[Collected data entries]

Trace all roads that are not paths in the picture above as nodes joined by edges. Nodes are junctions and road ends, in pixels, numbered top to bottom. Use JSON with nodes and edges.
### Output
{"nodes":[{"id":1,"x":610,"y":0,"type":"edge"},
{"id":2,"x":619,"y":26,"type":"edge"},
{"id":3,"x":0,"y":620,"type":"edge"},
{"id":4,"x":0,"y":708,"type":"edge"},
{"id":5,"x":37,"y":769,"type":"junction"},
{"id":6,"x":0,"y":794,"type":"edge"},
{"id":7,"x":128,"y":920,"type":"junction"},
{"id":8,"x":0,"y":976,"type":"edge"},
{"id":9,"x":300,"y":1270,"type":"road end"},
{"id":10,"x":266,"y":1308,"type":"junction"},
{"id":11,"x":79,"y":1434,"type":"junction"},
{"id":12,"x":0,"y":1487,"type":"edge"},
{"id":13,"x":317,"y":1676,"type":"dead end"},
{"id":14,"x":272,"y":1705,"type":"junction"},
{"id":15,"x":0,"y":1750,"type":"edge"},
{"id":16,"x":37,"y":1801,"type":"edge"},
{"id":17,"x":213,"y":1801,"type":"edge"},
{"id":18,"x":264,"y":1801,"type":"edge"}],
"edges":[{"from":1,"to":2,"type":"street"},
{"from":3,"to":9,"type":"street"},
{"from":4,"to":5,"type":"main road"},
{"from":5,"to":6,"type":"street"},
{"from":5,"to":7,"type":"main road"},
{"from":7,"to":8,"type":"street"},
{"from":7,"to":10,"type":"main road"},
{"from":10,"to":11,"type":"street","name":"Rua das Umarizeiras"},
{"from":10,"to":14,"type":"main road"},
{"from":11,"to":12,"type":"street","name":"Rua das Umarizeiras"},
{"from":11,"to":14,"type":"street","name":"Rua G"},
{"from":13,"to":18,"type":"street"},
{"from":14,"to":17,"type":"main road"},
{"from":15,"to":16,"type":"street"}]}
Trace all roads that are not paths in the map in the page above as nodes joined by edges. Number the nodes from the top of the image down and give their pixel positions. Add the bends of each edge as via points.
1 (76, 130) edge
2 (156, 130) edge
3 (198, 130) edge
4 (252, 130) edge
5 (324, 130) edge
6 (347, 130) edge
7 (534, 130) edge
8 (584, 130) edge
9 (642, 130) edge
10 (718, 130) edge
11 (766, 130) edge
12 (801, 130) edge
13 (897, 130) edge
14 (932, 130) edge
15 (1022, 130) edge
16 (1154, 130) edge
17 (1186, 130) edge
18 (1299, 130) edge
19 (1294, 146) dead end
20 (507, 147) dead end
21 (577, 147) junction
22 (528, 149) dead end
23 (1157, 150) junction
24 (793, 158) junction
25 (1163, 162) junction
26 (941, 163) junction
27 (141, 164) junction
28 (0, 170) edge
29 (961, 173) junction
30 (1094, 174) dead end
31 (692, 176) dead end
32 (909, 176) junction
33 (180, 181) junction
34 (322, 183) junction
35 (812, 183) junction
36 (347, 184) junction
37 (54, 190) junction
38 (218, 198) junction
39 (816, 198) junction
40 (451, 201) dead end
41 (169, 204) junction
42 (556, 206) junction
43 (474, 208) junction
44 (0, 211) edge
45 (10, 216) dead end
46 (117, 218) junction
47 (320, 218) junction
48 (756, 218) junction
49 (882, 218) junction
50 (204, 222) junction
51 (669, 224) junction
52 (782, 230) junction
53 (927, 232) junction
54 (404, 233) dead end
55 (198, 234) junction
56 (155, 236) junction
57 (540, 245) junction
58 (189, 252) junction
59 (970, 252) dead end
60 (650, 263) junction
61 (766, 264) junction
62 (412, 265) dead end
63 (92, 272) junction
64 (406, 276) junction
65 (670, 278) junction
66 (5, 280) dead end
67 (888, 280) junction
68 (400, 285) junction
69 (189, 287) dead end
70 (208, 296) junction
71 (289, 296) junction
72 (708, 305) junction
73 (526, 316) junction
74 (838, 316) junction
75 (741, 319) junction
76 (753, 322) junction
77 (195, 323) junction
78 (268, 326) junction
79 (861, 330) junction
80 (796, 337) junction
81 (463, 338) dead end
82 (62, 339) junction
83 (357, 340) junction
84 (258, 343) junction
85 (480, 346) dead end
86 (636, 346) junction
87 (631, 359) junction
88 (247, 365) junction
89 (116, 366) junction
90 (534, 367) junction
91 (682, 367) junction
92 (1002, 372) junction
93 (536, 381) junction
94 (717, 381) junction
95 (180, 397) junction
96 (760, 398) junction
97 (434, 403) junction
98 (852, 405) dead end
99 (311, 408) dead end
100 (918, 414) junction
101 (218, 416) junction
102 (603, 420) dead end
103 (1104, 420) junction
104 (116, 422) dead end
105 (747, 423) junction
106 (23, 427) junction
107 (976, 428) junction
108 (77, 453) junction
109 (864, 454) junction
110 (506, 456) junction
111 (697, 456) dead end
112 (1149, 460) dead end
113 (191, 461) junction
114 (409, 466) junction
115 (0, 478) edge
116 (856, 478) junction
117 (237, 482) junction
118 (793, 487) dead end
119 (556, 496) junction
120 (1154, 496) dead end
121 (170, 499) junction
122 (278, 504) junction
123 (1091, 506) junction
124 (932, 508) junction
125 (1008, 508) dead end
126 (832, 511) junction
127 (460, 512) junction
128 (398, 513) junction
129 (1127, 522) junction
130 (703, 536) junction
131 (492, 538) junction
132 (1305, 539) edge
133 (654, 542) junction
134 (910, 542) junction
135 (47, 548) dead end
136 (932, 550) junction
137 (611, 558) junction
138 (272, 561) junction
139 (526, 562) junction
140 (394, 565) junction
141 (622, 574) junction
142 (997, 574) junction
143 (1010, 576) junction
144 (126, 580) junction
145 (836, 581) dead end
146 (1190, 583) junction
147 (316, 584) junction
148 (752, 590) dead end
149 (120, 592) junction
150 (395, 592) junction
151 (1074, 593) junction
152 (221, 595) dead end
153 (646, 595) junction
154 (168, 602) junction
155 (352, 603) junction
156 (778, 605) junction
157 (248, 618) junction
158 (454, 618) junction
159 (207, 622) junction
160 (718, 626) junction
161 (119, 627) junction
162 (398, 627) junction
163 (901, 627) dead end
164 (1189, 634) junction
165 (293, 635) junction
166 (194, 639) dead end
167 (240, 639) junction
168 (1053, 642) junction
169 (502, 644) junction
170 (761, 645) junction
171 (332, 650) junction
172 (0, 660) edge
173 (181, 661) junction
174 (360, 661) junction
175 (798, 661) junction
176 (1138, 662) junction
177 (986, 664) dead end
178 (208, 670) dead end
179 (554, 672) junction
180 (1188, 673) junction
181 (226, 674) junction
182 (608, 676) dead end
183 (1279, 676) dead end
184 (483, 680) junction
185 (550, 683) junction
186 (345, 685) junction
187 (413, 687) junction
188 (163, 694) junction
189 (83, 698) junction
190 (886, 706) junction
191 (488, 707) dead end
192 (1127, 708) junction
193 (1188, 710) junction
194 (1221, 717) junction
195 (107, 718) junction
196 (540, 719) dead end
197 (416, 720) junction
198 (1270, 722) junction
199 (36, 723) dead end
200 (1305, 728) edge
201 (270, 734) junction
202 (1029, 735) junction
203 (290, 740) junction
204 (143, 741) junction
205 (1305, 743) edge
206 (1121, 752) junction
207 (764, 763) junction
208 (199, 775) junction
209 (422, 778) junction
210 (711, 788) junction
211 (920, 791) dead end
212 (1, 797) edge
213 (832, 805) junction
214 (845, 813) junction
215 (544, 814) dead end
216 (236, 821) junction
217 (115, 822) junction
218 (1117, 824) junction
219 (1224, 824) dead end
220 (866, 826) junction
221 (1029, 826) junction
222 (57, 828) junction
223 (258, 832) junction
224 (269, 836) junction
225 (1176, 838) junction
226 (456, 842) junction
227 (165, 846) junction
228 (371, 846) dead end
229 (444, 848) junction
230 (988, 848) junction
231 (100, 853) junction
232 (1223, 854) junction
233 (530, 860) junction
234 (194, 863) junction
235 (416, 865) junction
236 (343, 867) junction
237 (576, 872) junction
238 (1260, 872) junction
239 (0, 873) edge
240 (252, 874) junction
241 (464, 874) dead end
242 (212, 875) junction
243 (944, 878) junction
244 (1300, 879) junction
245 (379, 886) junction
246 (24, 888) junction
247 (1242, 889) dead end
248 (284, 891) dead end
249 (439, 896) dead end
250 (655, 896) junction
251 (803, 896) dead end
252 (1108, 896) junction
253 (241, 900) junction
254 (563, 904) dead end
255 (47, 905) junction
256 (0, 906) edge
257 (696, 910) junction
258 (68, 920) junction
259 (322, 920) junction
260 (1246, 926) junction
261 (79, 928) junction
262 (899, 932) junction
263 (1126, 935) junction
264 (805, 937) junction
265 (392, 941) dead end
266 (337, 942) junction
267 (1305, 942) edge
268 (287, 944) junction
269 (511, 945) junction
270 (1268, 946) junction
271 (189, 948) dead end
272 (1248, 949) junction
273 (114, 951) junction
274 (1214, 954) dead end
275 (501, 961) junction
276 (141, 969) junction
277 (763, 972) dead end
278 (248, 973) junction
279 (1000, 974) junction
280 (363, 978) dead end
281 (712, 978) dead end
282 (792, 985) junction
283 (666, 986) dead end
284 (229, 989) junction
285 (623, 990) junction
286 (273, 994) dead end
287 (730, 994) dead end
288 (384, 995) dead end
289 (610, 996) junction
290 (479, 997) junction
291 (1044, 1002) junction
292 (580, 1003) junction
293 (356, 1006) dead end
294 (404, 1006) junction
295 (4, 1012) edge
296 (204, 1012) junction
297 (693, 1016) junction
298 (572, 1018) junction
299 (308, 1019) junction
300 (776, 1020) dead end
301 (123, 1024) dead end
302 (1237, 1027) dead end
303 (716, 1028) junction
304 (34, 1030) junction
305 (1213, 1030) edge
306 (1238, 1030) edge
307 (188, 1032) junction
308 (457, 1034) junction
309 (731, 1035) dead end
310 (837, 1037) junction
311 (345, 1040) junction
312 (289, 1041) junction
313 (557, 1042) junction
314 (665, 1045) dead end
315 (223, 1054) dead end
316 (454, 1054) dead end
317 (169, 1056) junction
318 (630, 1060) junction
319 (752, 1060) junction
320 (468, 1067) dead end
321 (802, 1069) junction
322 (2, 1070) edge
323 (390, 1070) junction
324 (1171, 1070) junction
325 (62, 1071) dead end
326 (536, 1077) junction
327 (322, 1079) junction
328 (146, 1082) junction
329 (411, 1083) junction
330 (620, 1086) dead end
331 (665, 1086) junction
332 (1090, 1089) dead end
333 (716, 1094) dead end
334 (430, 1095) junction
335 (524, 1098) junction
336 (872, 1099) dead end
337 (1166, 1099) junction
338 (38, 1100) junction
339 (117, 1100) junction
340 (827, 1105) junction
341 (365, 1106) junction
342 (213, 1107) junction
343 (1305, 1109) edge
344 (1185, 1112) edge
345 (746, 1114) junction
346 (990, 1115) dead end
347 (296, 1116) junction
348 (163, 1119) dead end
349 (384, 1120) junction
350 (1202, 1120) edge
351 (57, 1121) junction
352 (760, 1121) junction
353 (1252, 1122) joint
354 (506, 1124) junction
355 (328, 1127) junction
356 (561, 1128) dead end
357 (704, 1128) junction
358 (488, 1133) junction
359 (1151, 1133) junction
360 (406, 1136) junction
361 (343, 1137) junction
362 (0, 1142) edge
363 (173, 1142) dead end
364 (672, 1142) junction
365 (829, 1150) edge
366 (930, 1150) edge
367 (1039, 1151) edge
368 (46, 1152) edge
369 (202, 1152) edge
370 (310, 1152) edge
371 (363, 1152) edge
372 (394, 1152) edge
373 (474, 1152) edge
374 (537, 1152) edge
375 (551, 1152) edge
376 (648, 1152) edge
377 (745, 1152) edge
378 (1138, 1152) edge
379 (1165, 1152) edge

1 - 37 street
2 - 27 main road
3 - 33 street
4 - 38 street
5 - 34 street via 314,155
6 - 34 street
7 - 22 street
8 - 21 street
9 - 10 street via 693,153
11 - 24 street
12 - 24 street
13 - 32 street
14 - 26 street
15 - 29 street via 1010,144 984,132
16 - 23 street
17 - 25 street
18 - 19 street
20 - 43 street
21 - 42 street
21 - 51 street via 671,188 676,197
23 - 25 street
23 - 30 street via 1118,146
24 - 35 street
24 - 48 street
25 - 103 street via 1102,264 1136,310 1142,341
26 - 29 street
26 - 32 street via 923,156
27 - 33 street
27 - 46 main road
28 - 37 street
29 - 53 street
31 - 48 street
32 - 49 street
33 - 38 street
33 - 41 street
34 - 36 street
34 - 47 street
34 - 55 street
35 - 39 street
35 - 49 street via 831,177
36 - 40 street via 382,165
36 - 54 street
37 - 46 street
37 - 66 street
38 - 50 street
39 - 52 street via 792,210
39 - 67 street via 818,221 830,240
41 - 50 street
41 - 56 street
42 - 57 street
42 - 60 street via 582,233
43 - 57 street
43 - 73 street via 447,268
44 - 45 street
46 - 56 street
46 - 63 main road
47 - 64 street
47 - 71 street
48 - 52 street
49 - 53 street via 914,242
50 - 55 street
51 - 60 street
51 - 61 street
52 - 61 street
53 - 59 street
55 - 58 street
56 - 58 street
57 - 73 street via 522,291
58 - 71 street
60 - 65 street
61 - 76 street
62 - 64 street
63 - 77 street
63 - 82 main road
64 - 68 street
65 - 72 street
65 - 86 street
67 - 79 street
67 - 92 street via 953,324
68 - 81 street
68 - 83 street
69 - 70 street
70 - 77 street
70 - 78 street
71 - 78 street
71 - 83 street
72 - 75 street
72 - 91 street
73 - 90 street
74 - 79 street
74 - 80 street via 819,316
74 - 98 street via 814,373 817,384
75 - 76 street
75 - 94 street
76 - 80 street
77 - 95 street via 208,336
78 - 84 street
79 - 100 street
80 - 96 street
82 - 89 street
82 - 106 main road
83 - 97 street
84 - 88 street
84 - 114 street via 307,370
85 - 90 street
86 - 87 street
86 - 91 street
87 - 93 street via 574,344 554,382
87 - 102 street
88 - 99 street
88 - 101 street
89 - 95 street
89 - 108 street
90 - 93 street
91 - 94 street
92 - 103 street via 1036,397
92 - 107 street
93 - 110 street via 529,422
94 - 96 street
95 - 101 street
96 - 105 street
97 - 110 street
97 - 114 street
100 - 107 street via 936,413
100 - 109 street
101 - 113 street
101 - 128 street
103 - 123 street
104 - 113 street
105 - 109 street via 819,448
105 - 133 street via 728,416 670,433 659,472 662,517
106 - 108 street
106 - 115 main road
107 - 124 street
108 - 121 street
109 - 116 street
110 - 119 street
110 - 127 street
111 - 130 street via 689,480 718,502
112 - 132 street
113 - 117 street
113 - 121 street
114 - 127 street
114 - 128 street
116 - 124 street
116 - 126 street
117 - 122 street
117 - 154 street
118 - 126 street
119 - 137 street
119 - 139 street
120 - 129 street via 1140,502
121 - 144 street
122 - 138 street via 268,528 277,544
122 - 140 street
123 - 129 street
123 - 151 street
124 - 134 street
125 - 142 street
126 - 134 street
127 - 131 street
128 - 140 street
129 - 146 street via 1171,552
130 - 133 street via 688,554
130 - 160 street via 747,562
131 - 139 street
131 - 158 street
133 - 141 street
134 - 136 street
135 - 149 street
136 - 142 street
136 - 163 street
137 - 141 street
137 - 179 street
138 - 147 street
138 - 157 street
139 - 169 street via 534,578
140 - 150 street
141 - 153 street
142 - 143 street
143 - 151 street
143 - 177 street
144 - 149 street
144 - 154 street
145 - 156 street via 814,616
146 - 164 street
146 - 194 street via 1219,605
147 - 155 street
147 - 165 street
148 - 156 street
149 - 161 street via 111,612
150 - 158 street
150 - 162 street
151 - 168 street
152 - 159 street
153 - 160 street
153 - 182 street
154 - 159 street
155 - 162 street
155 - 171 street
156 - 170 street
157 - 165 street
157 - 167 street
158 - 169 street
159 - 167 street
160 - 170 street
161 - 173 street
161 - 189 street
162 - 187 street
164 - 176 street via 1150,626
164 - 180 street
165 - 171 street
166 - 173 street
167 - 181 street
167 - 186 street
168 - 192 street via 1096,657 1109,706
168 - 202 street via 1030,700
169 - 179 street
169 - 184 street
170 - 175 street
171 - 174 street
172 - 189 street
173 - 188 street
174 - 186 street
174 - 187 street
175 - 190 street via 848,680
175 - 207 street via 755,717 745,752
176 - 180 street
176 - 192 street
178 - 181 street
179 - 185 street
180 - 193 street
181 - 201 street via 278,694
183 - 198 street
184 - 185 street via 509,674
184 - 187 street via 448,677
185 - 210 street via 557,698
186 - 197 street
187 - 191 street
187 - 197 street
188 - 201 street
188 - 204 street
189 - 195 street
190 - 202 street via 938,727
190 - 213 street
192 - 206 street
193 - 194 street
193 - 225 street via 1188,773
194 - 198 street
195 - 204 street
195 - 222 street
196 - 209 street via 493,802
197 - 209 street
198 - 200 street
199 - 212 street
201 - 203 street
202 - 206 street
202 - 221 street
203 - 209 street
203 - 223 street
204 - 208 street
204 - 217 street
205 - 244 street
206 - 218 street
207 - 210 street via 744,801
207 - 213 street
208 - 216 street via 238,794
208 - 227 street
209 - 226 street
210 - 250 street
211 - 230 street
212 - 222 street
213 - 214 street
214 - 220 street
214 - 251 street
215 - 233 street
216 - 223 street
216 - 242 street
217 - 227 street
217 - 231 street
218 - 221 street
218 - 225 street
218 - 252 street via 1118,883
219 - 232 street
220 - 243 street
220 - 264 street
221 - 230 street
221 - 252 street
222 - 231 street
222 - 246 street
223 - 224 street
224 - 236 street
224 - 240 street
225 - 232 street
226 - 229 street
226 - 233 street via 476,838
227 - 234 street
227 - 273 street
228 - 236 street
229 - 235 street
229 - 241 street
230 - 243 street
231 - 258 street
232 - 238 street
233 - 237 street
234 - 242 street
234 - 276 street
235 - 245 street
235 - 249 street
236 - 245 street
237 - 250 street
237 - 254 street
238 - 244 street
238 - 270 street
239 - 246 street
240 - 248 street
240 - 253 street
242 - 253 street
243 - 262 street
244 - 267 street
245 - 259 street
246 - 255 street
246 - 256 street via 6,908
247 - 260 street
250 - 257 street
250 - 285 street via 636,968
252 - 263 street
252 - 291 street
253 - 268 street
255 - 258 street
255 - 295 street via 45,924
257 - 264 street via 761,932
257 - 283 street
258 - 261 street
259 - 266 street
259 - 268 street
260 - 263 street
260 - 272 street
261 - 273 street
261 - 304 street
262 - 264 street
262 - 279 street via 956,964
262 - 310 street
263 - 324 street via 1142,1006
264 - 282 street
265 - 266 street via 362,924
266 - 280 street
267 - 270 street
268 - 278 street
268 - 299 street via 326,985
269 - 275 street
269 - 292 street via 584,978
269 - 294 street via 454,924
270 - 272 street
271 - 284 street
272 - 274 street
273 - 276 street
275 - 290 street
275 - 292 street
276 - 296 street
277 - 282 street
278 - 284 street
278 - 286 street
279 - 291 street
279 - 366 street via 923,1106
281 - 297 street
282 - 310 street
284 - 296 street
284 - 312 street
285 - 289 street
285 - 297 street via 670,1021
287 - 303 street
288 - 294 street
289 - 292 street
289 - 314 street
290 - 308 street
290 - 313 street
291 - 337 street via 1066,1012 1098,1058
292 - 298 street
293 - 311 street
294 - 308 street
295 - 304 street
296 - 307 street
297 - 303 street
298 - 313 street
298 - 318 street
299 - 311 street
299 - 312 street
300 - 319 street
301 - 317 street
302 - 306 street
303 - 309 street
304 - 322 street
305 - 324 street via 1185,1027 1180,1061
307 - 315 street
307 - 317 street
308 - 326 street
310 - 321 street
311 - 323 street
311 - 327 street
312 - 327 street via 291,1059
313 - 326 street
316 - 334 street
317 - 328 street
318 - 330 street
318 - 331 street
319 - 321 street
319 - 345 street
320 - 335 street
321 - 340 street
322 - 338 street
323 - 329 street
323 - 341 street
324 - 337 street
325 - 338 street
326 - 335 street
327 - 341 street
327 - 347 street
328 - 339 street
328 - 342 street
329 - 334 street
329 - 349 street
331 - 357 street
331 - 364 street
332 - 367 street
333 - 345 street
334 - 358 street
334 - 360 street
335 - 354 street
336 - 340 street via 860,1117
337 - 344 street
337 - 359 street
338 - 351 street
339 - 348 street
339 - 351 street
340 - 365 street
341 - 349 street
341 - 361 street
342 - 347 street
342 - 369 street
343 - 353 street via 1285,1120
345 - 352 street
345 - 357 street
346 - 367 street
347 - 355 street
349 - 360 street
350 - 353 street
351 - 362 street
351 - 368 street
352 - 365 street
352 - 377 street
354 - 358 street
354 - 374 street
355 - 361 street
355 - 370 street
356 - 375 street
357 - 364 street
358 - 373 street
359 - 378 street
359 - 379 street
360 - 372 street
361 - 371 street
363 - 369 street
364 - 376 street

Exercise >>
For each line of the entries that holds the word "joined", pull that line out.

Expected answer >>
Trace all roads that are not paths in the picture above as nodes joined by edges. Nodes are junctions and road ends, in pixels, numbered top to bottom. Use JSON with nodes and edges.
Trace all roads that are not paths in the map in the page above as nodes joined by edges. Number the nodes from the top of the image down and give their pixel positions. Add the bends of each edge as via points.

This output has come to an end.